Work order ::
Pull every line holding the string "nodes" from the records below.

Source information ::
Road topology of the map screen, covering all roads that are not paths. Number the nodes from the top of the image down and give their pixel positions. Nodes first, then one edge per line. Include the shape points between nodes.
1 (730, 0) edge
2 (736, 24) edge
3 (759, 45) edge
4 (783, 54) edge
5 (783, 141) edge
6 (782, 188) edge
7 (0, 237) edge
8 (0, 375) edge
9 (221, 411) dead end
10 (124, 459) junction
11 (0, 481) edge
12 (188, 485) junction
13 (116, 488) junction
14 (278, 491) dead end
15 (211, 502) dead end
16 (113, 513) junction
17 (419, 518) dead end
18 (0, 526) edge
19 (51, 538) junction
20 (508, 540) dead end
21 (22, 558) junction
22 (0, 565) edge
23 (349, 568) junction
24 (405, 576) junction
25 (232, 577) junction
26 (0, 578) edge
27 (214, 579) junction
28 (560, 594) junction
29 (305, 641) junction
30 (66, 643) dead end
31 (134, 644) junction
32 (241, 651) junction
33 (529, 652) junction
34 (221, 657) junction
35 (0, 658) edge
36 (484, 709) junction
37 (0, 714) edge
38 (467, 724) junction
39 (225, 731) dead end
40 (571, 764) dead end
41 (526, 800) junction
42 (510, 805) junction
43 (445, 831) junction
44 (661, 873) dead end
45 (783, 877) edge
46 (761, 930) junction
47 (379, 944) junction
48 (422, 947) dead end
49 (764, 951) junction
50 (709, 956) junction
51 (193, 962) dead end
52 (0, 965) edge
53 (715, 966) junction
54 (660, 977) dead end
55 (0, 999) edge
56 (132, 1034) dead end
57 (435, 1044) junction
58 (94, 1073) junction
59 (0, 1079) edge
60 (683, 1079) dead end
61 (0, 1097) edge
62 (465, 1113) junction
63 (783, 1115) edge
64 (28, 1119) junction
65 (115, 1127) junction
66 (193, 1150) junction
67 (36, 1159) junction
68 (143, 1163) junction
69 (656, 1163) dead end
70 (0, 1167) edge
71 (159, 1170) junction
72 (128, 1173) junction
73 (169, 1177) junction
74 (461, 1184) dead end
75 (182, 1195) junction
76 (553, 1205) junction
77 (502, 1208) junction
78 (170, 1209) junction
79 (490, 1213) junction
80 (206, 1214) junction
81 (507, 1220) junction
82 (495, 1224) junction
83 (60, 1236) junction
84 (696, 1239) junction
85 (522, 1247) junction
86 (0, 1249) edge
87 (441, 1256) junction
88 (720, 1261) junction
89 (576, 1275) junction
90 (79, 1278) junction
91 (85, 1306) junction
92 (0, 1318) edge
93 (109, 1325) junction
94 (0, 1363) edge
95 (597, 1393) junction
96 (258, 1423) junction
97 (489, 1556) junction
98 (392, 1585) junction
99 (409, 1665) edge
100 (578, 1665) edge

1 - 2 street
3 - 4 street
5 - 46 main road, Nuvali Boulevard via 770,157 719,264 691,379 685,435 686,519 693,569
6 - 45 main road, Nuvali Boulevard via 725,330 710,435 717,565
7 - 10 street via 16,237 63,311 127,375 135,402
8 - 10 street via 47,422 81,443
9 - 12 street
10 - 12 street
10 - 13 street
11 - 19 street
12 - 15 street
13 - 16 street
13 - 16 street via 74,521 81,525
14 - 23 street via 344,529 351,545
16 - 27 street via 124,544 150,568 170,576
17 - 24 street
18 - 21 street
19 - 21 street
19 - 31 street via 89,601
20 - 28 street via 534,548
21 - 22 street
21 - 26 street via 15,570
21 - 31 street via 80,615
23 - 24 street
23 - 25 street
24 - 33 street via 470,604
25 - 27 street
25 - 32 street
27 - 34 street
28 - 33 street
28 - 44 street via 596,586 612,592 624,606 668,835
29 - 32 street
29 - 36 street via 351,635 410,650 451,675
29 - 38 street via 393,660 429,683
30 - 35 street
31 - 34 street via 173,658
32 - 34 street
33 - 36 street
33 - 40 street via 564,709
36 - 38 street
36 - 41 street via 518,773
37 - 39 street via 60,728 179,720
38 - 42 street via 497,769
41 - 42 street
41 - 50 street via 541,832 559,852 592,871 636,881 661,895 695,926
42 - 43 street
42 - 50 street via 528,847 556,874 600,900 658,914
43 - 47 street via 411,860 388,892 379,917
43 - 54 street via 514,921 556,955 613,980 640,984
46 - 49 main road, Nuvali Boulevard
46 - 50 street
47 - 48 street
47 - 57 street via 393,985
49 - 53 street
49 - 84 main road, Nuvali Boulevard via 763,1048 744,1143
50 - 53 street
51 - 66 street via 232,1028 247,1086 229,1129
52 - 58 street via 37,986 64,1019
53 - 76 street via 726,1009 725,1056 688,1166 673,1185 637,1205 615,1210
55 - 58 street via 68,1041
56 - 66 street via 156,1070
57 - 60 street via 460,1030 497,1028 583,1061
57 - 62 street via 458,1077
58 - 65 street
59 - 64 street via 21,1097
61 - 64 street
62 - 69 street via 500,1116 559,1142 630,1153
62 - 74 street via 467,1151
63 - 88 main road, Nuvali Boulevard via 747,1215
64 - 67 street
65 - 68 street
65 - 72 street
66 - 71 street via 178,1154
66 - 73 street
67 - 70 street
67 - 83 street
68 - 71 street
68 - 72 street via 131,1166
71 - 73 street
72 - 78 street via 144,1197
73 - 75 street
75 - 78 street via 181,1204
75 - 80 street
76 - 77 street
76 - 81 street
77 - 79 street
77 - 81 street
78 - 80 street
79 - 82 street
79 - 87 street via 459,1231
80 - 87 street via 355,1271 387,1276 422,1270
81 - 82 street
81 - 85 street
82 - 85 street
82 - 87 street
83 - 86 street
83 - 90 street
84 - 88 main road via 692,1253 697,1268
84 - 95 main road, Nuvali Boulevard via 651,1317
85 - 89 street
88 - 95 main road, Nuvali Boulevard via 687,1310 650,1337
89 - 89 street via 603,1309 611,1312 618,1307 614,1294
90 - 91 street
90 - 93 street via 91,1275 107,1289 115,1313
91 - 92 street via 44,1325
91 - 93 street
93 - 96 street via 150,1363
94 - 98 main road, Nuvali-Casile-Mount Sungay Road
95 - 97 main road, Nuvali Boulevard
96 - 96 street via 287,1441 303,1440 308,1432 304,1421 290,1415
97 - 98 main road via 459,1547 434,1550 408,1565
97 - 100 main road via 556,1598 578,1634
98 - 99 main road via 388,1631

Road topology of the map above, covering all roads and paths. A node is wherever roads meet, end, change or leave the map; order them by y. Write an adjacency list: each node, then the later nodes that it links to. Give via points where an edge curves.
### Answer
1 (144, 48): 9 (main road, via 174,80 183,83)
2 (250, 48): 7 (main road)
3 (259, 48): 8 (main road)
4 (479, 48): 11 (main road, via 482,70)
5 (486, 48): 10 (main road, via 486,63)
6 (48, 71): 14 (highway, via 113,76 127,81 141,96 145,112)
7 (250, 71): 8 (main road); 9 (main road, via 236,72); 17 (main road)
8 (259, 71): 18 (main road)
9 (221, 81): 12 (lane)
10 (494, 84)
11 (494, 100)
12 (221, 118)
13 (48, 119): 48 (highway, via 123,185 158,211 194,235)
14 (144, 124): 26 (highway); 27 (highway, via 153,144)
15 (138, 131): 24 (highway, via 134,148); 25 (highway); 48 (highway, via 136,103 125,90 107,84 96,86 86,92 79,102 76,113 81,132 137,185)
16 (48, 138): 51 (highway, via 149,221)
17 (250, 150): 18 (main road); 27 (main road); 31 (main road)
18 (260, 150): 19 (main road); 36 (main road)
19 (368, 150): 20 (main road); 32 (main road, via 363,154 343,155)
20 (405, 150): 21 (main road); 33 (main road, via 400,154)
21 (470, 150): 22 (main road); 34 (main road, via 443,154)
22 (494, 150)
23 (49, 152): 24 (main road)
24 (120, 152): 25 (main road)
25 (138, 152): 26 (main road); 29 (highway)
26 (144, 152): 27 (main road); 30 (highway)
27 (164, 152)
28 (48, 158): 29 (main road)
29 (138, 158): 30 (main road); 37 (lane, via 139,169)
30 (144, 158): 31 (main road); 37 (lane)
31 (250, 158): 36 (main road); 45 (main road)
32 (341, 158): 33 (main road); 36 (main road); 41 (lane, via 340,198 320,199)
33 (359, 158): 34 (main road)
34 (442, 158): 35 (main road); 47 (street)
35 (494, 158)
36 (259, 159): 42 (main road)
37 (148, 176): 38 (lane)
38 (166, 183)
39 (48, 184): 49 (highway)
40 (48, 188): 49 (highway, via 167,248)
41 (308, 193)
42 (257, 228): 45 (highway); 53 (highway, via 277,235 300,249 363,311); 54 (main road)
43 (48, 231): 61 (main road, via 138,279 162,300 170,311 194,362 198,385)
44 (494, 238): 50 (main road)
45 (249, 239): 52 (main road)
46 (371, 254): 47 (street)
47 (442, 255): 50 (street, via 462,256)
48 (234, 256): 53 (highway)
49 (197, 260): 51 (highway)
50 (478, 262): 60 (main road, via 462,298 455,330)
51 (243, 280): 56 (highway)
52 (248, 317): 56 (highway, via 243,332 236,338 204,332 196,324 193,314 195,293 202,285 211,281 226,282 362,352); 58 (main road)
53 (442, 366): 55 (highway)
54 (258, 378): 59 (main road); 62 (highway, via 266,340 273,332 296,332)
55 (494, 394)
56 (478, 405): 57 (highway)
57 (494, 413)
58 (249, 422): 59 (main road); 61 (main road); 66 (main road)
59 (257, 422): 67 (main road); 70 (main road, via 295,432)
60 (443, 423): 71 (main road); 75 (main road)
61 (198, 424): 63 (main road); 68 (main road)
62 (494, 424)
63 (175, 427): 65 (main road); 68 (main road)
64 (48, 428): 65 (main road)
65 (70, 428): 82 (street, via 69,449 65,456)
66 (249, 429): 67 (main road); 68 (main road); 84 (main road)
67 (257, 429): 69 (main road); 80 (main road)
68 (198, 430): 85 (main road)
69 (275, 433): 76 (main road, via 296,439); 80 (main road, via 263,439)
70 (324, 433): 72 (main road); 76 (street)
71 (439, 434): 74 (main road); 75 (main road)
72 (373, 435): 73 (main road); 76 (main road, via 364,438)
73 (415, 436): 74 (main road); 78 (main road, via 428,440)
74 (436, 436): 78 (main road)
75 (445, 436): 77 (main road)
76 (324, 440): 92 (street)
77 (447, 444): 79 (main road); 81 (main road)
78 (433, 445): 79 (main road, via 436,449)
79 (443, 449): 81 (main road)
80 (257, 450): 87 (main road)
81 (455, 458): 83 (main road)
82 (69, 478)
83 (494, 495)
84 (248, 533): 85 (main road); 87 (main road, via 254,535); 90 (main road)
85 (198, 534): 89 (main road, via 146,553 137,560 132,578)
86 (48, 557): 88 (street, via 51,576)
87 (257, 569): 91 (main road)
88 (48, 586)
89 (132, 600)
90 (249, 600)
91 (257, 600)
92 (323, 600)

Answer space ::
Road topology of the map screen, covering all roads that are not paths. Number the nodes from the top of the image down and give their pixel positions. Nodes first, then one edge per line. Include the shape points between nodes.
Road topology of the map above, covering all roads and paths. A node is wherever roads meet, end, change or leave the map; order them by y. Write an adjacency list: each node, then the later nodes that it links to. Give via points where an edge curves.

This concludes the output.